What If I were an hourly or low-wage worker? My health condition could have lost me my job and the ability to financially support my family. I was lucky that my employer was a constant source of support — my paycheck and my job security were never at risk.
What if I didn’t have a generous employer who provided paid leave? New York State is a national leader on paid family leave, ensuring paid time off with job protection for people due to multiple reasons. These include having a serious health condition or caring for a family member with a serious health condition, bonding with a new child (newborn, adopted or fostered) as well as assisting a loved one when a spouse, domestic partner, child or parent is deployed abroad on active military service.
Indeed, under New York’s policy, my partner could have taken leave to care for me and would have received a 55 percent wage reimbursement (up $1,357.11 per week). What if my partner didn’t have a flexible work schedule? What if I didn’t have reliable transportation or childcare? How would I have cared for my family and managed my own health crisis? At a different organization or company, my options as the person who actually needed care would have been to use my vacation or sick days — if I was lucky enough to have them — and then to receive a maximum of $170 a week for short term disability.
What if I lived in one of the many communities in this country that lacks women’s health services? What if I relied on a Planned Parenthood or a Title X clinic that has closed or reduced hours and services because of politically motivated and medically unsound government restrictions? How would it have delayed my initial visit, diagnosis and treatment? How far would I have had to drive to see an OB or a breast specialist, to get my imaging and daily treatment?
The story I’m telling today would likely be very different. Our ability to care for ourselves during a health crisis should not be dependent on generous employers or on our zip code. We need more robust public policies to ensure we all have access to the same paid leave that I had.
Lots of women across the United States will have the very same type of cancer I had — and many of them will have much more serious cases. But because our health system is broken and unjust, many of them will not have the same experience I did.
I know white privilege was at work every day before, during and after this process — in my doctors hearing my concerns, believing my pain and treating me with respect. In having immediate access to high quality care. In having insurance that is accepted by every specialist I called and saw.

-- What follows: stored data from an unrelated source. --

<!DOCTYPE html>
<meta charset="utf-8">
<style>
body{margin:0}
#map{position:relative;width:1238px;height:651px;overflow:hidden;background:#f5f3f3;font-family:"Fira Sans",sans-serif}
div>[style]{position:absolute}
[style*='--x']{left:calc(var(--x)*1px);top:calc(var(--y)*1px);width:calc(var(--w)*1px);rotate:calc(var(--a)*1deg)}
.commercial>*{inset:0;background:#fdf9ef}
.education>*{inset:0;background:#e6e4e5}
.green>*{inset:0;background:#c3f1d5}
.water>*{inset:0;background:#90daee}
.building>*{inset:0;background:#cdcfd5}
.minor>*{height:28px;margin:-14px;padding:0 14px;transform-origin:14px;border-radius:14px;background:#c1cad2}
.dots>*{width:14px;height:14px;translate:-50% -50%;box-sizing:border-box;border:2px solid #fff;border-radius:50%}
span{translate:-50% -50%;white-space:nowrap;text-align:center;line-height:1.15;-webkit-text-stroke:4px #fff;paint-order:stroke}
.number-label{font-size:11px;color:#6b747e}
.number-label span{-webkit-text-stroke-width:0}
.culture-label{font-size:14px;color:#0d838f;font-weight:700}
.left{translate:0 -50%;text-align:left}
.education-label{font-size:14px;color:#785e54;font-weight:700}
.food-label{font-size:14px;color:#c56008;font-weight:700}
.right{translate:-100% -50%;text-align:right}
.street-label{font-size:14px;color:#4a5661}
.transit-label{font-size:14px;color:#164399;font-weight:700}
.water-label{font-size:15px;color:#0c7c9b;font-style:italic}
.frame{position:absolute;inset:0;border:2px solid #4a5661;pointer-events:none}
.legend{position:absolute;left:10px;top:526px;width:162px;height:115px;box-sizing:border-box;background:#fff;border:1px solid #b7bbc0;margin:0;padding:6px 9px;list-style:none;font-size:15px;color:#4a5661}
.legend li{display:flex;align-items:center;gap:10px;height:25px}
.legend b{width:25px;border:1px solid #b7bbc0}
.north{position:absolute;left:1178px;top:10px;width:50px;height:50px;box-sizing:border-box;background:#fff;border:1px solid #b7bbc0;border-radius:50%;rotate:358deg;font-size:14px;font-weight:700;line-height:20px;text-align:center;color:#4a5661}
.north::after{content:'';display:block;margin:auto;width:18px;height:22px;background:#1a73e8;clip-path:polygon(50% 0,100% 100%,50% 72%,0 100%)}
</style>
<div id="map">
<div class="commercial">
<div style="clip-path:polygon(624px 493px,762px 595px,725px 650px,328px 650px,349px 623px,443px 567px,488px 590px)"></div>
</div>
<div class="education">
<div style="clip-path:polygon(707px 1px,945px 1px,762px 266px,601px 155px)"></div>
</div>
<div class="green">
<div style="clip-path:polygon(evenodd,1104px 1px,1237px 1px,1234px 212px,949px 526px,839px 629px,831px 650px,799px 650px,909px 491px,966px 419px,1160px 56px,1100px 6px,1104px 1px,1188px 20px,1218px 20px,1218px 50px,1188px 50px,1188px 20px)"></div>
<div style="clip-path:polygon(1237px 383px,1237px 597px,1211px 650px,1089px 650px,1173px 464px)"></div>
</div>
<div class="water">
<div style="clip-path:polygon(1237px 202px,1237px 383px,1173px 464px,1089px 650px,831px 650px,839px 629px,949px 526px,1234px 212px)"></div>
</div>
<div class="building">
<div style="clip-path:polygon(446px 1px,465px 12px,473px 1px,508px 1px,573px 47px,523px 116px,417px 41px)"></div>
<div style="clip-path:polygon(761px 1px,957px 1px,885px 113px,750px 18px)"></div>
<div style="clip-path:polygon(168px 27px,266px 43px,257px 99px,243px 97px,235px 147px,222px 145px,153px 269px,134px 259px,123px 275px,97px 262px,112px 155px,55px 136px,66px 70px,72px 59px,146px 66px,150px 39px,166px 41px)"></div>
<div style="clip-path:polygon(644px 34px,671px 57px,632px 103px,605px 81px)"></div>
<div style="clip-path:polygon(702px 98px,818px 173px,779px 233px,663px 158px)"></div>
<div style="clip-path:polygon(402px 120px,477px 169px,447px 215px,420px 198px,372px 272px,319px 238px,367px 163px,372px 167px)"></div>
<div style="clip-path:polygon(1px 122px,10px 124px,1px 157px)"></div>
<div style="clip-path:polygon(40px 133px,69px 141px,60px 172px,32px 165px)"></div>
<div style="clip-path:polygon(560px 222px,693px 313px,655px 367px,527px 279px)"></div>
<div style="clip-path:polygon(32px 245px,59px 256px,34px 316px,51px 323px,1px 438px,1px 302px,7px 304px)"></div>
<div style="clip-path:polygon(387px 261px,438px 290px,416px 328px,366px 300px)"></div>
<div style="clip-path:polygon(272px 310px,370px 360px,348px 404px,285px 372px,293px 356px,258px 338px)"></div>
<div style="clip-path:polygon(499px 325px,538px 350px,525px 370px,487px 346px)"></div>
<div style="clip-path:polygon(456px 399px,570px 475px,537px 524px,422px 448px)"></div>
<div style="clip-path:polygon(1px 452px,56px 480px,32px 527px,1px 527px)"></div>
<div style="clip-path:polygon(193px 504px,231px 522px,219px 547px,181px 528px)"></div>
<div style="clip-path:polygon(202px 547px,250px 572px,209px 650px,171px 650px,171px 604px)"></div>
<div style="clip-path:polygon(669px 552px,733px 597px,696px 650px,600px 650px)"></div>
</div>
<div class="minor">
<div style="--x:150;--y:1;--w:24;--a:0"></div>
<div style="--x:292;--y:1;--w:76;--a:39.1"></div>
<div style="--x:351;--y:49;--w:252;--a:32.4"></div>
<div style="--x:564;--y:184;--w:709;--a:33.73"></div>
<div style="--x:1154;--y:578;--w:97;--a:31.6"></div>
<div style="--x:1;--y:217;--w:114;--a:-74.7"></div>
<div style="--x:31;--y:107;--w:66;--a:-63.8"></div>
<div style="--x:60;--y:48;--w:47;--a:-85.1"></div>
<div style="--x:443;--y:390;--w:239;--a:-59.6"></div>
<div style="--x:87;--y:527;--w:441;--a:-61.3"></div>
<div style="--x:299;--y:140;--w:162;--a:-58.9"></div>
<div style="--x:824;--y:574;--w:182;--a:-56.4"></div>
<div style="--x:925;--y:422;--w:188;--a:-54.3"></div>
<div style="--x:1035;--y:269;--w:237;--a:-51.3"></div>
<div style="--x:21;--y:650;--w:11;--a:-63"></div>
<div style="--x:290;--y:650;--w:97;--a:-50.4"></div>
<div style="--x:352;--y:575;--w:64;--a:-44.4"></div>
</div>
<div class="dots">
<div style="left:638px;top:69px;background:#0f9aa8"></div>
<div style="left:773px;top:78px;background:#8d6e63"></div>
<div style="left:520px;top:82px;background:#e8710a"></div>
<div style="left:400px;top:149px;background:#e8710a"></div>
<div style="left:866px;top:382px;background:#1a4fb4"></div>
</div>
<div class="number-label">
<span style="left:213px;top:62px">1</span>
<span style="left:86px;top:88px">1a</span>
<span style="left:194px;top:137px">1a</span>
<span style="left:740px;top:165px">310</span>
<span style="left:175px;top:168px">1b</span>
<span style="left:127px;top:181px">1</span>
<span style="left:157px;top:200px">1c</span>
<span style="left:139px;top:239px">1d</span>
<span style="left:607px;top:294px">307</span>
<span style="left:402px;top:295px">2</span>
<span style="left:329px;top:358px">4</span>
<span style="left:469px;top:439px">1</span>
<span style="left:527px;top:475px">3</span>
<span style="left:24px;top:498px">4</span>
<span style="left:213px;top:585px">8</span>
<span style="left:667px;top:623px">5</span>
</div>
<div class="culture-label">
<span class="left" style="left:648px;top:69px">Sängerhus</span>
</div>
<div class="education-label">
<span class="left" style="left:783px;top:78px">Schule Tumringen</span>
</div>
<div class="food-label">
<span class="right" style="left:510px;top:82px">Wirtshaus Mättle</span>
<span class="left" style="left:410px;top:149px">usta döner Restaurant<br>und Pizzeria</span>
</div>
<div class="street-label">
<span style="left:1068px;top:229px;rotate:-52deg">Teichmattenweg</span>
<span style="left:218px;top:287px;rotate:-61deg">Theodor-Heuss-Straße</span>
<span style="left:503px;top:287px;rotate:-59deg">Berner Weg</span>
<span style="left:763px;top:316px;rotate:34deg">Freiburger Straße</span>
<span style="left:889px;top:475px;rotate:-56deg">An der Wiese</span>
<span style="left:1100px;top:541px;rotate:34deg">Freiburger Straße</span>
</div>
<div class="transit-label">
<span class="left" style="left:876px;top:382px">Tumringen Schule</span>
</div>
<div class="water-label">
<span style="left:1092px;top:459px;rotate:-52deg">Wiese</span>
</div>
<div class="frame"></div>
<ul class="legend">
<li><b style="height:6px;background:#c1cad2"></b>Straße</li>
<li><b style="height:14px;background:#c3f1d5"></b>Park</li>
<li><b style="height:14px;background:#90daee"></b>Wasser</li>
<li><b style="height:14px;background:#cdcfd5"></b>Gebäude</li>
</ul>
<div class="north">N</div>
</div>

Over the past few years the incidence rates of breast cancer among white women has largely plateaued, while it continues to rise among Black women, who are diagnosed at later stages of the disease, often experience delays in accessing treatment, and are 42 percent more likely to die from the disease than white women.
This disparity reflects the stark racial inequities in our health system: Black women are three to four times more likely to die from pregnancy related causes than white women; their infants experience a morality rate twice that of white infants; and Black women routinely report that physicians discount their pain and health concerns, delaying diagnosis and treatment of a range of issues. These injustices should outrage all of us, and should be a top priority for every policymaker in this country.
I am grateful for my health and the excellent treatment I’ve received. I am relieved I am, and will continue to be, okay. I am tired from radiation and a long slog of health stress. And I am so angry that politicians are working to make women’s lives so much harder, sicker and less safe. Politicians are laser-focused on returning us to the days of gender discrimination in health care. They’re focused on shuttering health clinics that are a first line of defense, detection, care and support for so many.
The last five months have convinced me more than ever before that this must be the year that progressives unapologetically center women. Not women like me, but those whose stories won’t make it to a wider audience. Whose health access and outcomes are shaped by our country’s long legacy of racism and sexism and the toxic combination of both.
I’m done with radiation and done with breast cancer, but I’m not done with this fight.